Książę tym faktem nieco wkurzony
schodzi do niego zaciekawiony,
wsiada na konia rusza z kopyta
i będąc przy nim zaraz go pyta:
- Co cię sprowadza rycerzu drogi
wszak nie dla wszystkich zamczyska
progi,
zatem powiadaj mi zaraz szczerze
bo w żadne bajki ja nie uwierzę.
- Jam pyzatego Macieja wnukiem
i rozpierdzielę tan zamek z hukiem,
za to, że moja matka kochana
przez króla była na wieś wygnana.
A miała być tu piękną królową
choć się musiała dzielić alkową,
lecz nie jej wina to przecież była,
że się do teścia w łożu tuliła!
- Z tego wynika jedynie sprawa
żeś synem moim albo Wacława,
lecz któż to teraz potwierdzić może
skoro już króla nie ma na dworze?
Wszak on od dawna leży w mogile
zatem niestety dziś na tę chwilę
nie masz żadnego w ręce dowodu
że z królewskiego pochodzisz rodu!
Komentarze (32)
Życiowe te Twoje bajki:)
:)) no i proszę, mamy bajkę w temacie o żądnych władzy
mieszkających w chacie...
Świetny! Z uśmiechem przeczytałam.

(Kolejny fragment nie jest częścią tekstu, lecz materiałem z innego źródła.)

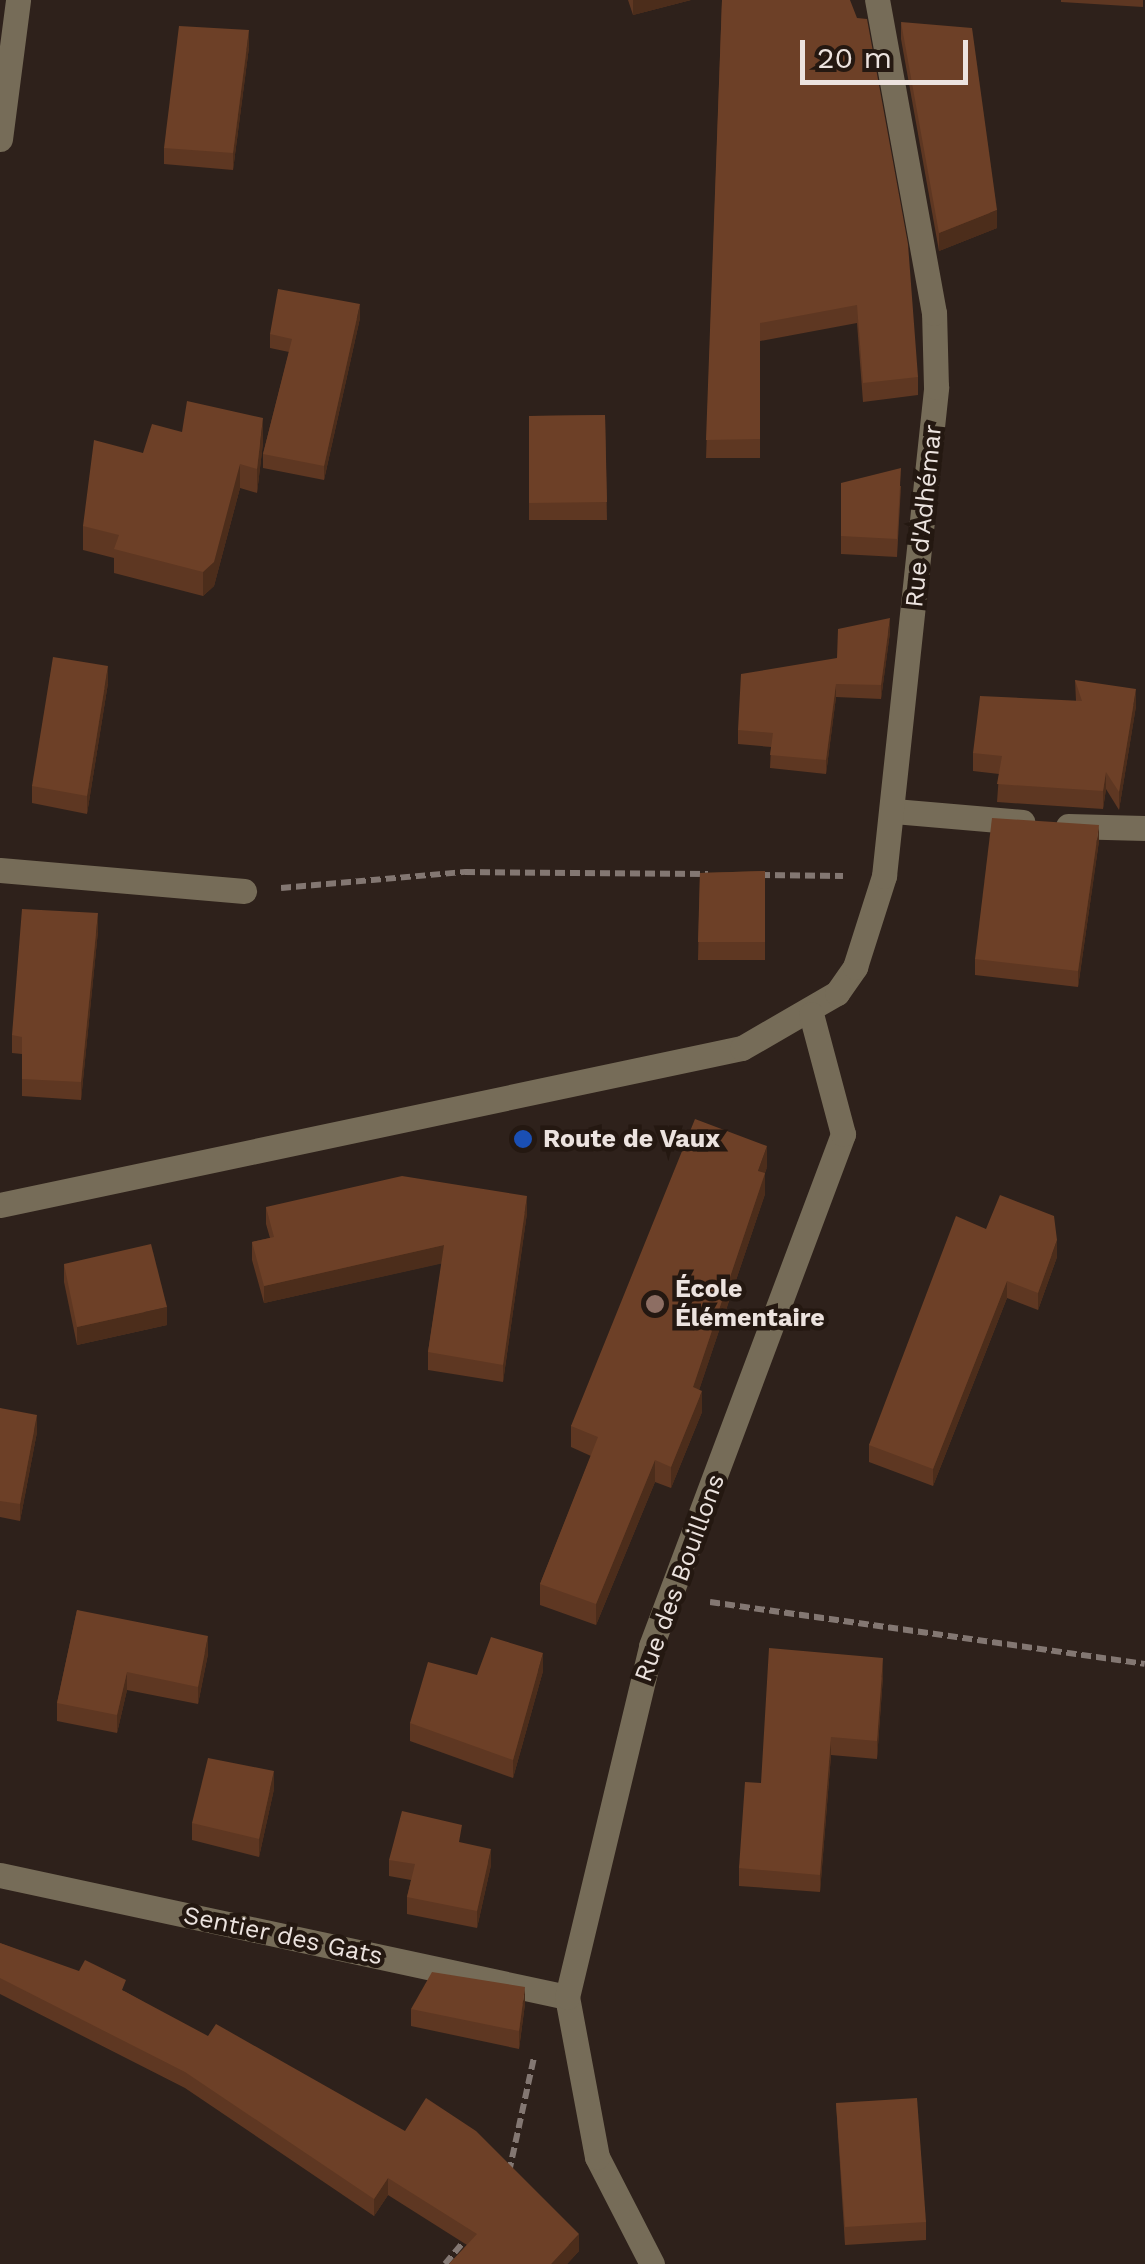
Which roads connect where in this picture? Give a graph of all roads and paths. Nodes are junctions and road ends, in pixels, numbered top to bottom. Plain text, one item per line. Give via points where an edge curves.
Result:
1 (18, 0) edge
2 (877, 0) edge
3 (0, 139) edge
4 (894, 811) junction
5 (1145, 828) edge
6 (0, 870) edge
7 (724, 874) edge
8 (744, 875) edge
9 (884, 876) junction
10 (244, 891) joint
11 (811, 1014) junction
12 (0, 1206) edge
13 (669, 1599) junction
14 (1145, 1664) edge
15 (0, 1875) edge
16 (540, 1992) junction
17 (567, 1997) junction
18 (506, 2185) edge
19 (478, 2224) edge
20 (446, 2264) edge
21 (652, 2264) edge

1 - 3 street
2 - 4 street, Rue d'Adhémar via 934,313 936,387
4 - 5 street
4 - 9 street, Rue d'Adhémar
6 - 10 street
7 - 10 path via 465,872
8 - 9 path
9 - 11 street, Rue d'Adhémar via 855,967
11 - 12 street via 742,1048
11 - 13 street, Rue des Bouillons via 844,1134
13 - 14 path via 781,1607
13 - 17 street, Rue des Bouillons via 576,1932
15 - 16 street, Sentier des Gats
16 - 17 street, Sentier des Gats
16 - 18 path
17 - 21 street, Rue des Bouillons via 598,2158
19 - 20 path

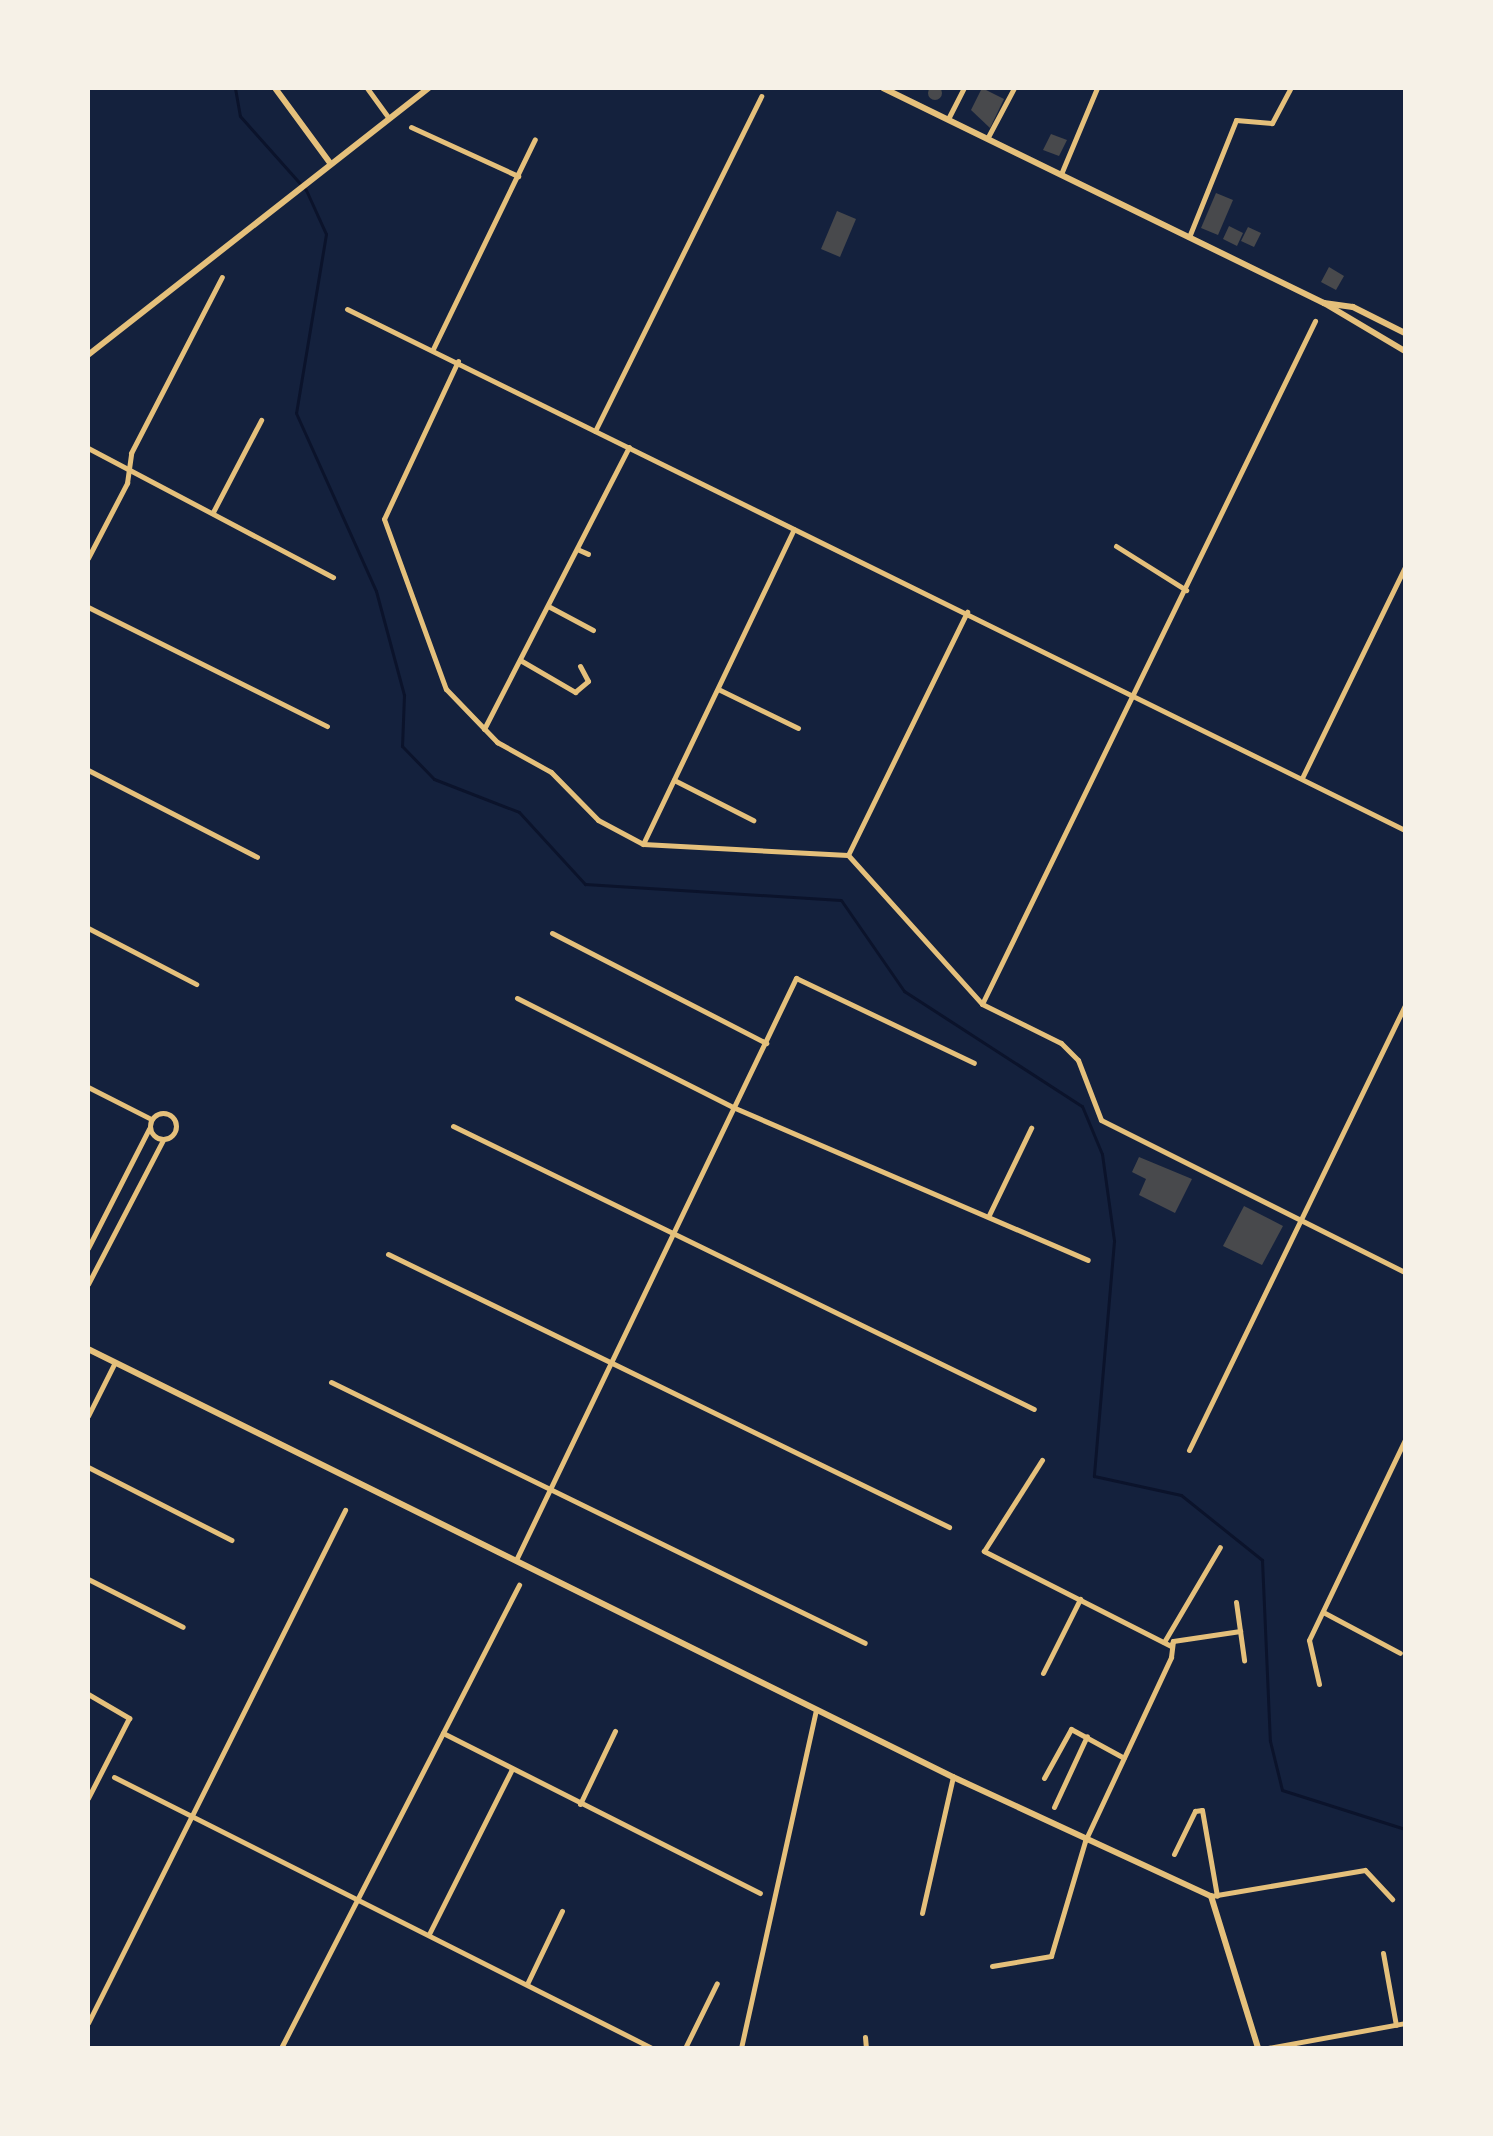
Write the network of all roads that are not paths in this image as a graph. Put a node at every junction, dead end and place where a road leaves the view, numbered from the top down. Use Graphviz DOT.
graph roads {
  1 [pos="275,88"];
  2 [pos="367,88"];
  3 [pos="429,88"];
  4 [pos="883,88"];
  5 [pos="964,88"];
  6 [pos="1014,88"];
  7 [pos="1097,88"];
  8 [pos="1291,88"];
  9 [pos="761,96"];
  10 [pos="949,117"];
  11 [pos="389,118"];
  12 [pos="411,127"];
  13 [pos="988,137"];
  14 [pos="535,139"];
  15 [pos="330,163"];
  16 [pos="1061,174"];
  17 [pos="518,176"];
  18 [pos="1188,238"];
  19 [pos="222,277"];
  20 [pos="1324,303"];
  21 [pos="347,309"];
  22 [pos="1315,321"];
  23 [pos="1405,333"];
  24 [pos="433,349"];
  25 [pos="1405,351"];
  26 [pos="88,355"];
  27 [pos="458,361"];
  28 [pos="261,420"];
  29 [pos="595,431"];
  30 [pos="629,447"];
  31 [pos="88,448"];
  32 [pos="127,469"];
  33 [pos="213,512"];
  34 [pos="794,529"];
  35 [pos="1116,546"];
  36 [pos="577,549"];
  37 [pos="588,554"];
  38 [pos="88,558"];
  39 [pos="1405,567"];
  40 [pos="333,577"];
  41 [pos="1186,590"];
  42 [pos="547,606"];
  43 [pos="88,607"];
  44 [pos="967,612"];
  45 [pos="593,630"];
  46 [pos="520,660"];
  47 [pos="580,666"];
  48 [pos="718,689"];
  49 [pos="1135,696"];
  50 [pos="327,726"];
  51 [pos="798,728"];
  52 [pos="484,729"];
  53 [pos="88,770"];
  54 [pos="1302,778"];
  55 [pos="674,780"];
  56 [pos="753,820"];
  57 [pos="1405,830"];
  58 [pos="643,844"];
  59 [pos="848,855"];
  60 [pos="257,857"];
  61 [pos="88,928"];
  62 [pos="552,933"];
  63 [pos="196,984"];
  64 [pos="517,998"];
  65 [pos="982,1004"];
  66 [pos="1405,1005"];
  67 [pos="766,1043"];
  68 [pos="974,1063"];
  69 [pos="88,1087"];
  70 [pos="735,1108"];
  71 [pos="151,1119"];
  72 [pos="453,1126"];
  73 [pos="1031,1128"];
  74 [pos="149,1129"];
  75 [pos="163,1140"];
  76 [pos="989,1215"];
  77 [pos="1300,1220"];
  78 [pos="673,1233"];
  79 [pos="88,1248"];
  80 [pos="388,1254"];
  81 [pos="1088,1260"];
  82 [pos="1405,1272"];
  83 [pos="88,1284"];
  84 [pos="88,1349"];
  85 [pos="610,1360"];
  86 [pos="115,1362"];
  87 [pos="331,1382"];
  88 [pos="1034,1409"];
  89 [pos="88,1416"];
  90 [pos="1405,1440"];
  91 [pos="1189,1450"];
  92 [pos="1042,1460"];
  93 [pos="88,1467"];
  94 [pos="548,1488"];
  95 [pos="345,1510"];
  96 [pos="949,1527"];
  97 [pos="231,1540"];
  98 [pos="1220,1547"];
  99 [pos="516,1560"];
  100 [pos="88,1579"];
  101 [pos="519,1585"];
  102 [pos="1080,1599"];
  103 [pos="1236,1602"];
  104 [pos="1323,1612"];
  105 [pos="183,1627"];
  106 [pos="1240,1631"];
  107 [pos="1173,1641"];
  108 [pos="1164,1642"];
  109 [pos="865,1643"];
  110 [pos="1400,1653"];
  111 [pos="1244,1660"];
  112 [pos="1043,1673"];
  113 [pos="1319,1684"];
  114 [pos="88,1694"];
  115 [pos="816,1708"];
  116 [pos="615,1731"];
  117 [pos="443,1733"];
  118 [pos="1087,1736"];
  119 [pos="1124,1758"];
  120 [pos="512,1769"];
  121 [pos="114,1777"];
  122 [pos="953,1777"];
  123 [pos="1044,1778"];
  124 [pos="88,1798"];
  125 [pos="580,1804"];
  126 [pos="1054,1807"];
  127 [pos="192,1816"];
  128 [pos="1085,1841"];
  129 [pos="1174,1854"];
  130 [pos="760,1893"];
  131 [pos="1214,1896"];
  132 [pos="356,1899"];
  133 [pos="1392,1899"];
  134 [pos="562,1911"];
  135 [pos="922,1913"];
  136 [pos="429,1934"];
  137 [pos="1383,1953"];
  138 [pos="992,1966"];
  139 [pos="717,1983"];
  140 [pos="527,1984"];
  141 [pos="88,2023"];
  142 [pos="1405,2023"];
  143 [pos="1396,2025"];
  144 [pos="865,2037"];
  145 [pos="281,2048"];
  146 [pos="652,2048"];
  147 [pos="685,2048"];
  148 [pos="741,2048"];
  149 [pos="866,2048"];
  150 [pos="1258,2048"];
  151 [pos="1268,2048"];
  1 -- 15 [label="street"];
  2 -- 11 [label="street"];
  3 -- 11 [label="street"];
  4 -- 10 [label="street"];
  5 -- 10 [label="street"];
  6 -- 13 [label="street"];
  7 -- 16 [label="street"];
  8 -- 18 [label="street"];
  9 -- 29 [label="street"];
  10 -- 13 [label="street"];
  11 -- 15 [label="street"];
  12 -- 17 [label="street"];
  13 -- 16 [label="street"];
  14 -- 17 [label="street"];
  15 -- 26 [label="street"];
  16 -- 18 [label="street"];
  17 -- 24 [label="street"];
  18 -- 20 [label="street"];
  19 -- 32 [label="street"];
  20 -- 23 [label="street"];
  20 -- 25 [label="street"];
  21 -- 24 [label="street"];
  22 -- 41 [label="street"];
  24 -- 27 [label="street"];
  27 -- 29 [label="street"];
  27 -- 52 [label="street"];
  28 -- 33 [label="street"];
  29 -- 30 [label="street"];
  30 -- 34 [label="street"];
  30 -- 36 [label="street"];
  31 -- 32 [label="street"];
  32 -- 33 [label="street"];
  32 -- 38 [label="street"];
  33 -- 40 [label="street"];
  34 -- 44 [label="street"];
  34 -- 48 [label="street"];
  35 -- 41 [label="street"];
  36 -- 37 [label="street"];
  36 -- 42 [label="street"];
  39 -- 54 [label="street"];
  41 -- 49 [label="street"];
  42 -- 45 [label="street"];
  42 -- 46 [label="street"];
  43 -- 50 [label="street"];
  44 -- 49 [label="street"];
  44 -- 59 [label="street"];
  46 -- 47 [label="street"];
  46 -- 52 [label="street"];
  48 -- 51 [label="street"];
  48 -- 55 [label="street"];
  49 -- 54 [label="street"];
  49 -- 65 [label="street"];
  52 -- 58 [label="street"];
  53 -- 60 [label="street"];
  54 -- 57 [label="street"];
  55 -- 56 [label="street"];
  55 -- 58 [label="street"];
  58 -- 59 [label="street"];
  59 -- 65 [label="street"];
  61 -- 63 [label="street"];
  62 -- 67 [label="street"];
  64 -- 70 [label="street"];
  65 -- 77 [label="street"];
  66 -- 77 [label="street"];
  67 -- 68 [label="street"];
  67 -- 70 [label="street"];
  69 -- 71 [label="street"];
  70 -- 76 [label="street"];
  70 -- 78 [label="street"];
  71 -- 74 [label="street"];
  71 -- 75 [label="street"];
  72 -- 78 [label="street"];
  73 -- 76 [label="street"];
  74 -- 75 [label="street"];
  74 -- 79 [label="street"];
  75 -- 83 [label="street"];
  76 -- 81 [label="street"];
  77 -- 82 [label="street"];
  77 -- 91 [label="street"];
  78 -- 85 [label="street"];
  78 -- 88 [label="street"];
  80 -- 85 [label="street"];
  84 -- 86 [label="street"];
  85 -- 94 [label="street"];
  85 -- 96 [label="street"];
  86 -- 89 [label="street"];
  86 -- 99 [label="street"];
  87 -- 94 [label="street"];
  90 -- 104 [label="street"];
  92 -- 102 [label="street"];
  93 -- 97 [label="street"];
  94 -- 99 [label="street"];
  94 -- 109 [label="street"];
  95 -- 127 [label="street"];
  98 -- 108 [label="street"];
  99 -- 115 [label="street"];
  100 -- 105 [label="street"];
  101 -- 117 [label="street"];
  102 -- 108 [label="street"];
  102 -- 112 [label="street"];
  103 -- 106 [label="street"];
  104 -- 110 [label="street"];
  104 -- 113 [label="street"];
  106 -- 107 [label="street"];
  106 -- 111 [label="street"];
  107 -- 108 [label="street"];
  107 -- 119 [label="street"];
  114 -- 124 [label="street"];
  115 -- 122 [label="street"];
  115 -- 148 [label="street"];
  116 -- 125 [label="street"];
  117 -- 120 [label="street"];
  117 -- 132 [label="street"];
  118 -- 119 [label="street"];
  118 -- 123 [label="street"];
  118 -- 126 [label="street"];
  119 -- 128 [label="street"];
  120 -- 125 [label="street"];
  120 -- 136 [label="street"];
  121 -- 127 [label="street"];
  122 -- 128 [label="street"];
  122 -- 135 [label="street"];
  125 -- 130 [label="street"];
  127 -- 132 [label="street"];
  127 -- 141 [label="street"];
  128 -- 131 [label="street"];
  128 -- 138 [label="street"];
  129 -- 131 [label="street"];
  131 -- 133 [label="street"];
  131 -- 150 [label="street"];
  132 -- 136 [label="street"];
  132 -- 145 [label="street"];
  134 -- 140 [label="street"];
  136 -- 140 [label="street"];
  137 -- 143 [label="street"];
  139 -- 147 [label="street"];
  140 -- 146 [label="street"];
  142 -- 143 [label="street"];
  143 -- 151 [label="street"];
  144 -- 149 [label="street"];
}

Pozdrawiam
serdecznie:)
Jak zawsze z humorem i bardzo fajnie Wiesz że lubię
Twoje poczucie humoru i wiersze :)
Pozdrawiam serdecznie Krzyśku :)
Krzysiu jesteś cudowny Dziękuję za życznia wierszowane
z
humorkiem i z polotem ... Dzięki za roześmianie
Bardzo mi się podoba :)jestem bardzo wzruszona :)
Proszę przyjmij moje wirutalne muzyczne podziękowania
kawę torcik i ... bąbelki:)
Wznoszę toast wdzięcznosci za Twoją pamieć o mojej
skromnej osobie za każde życzliwe słowo :)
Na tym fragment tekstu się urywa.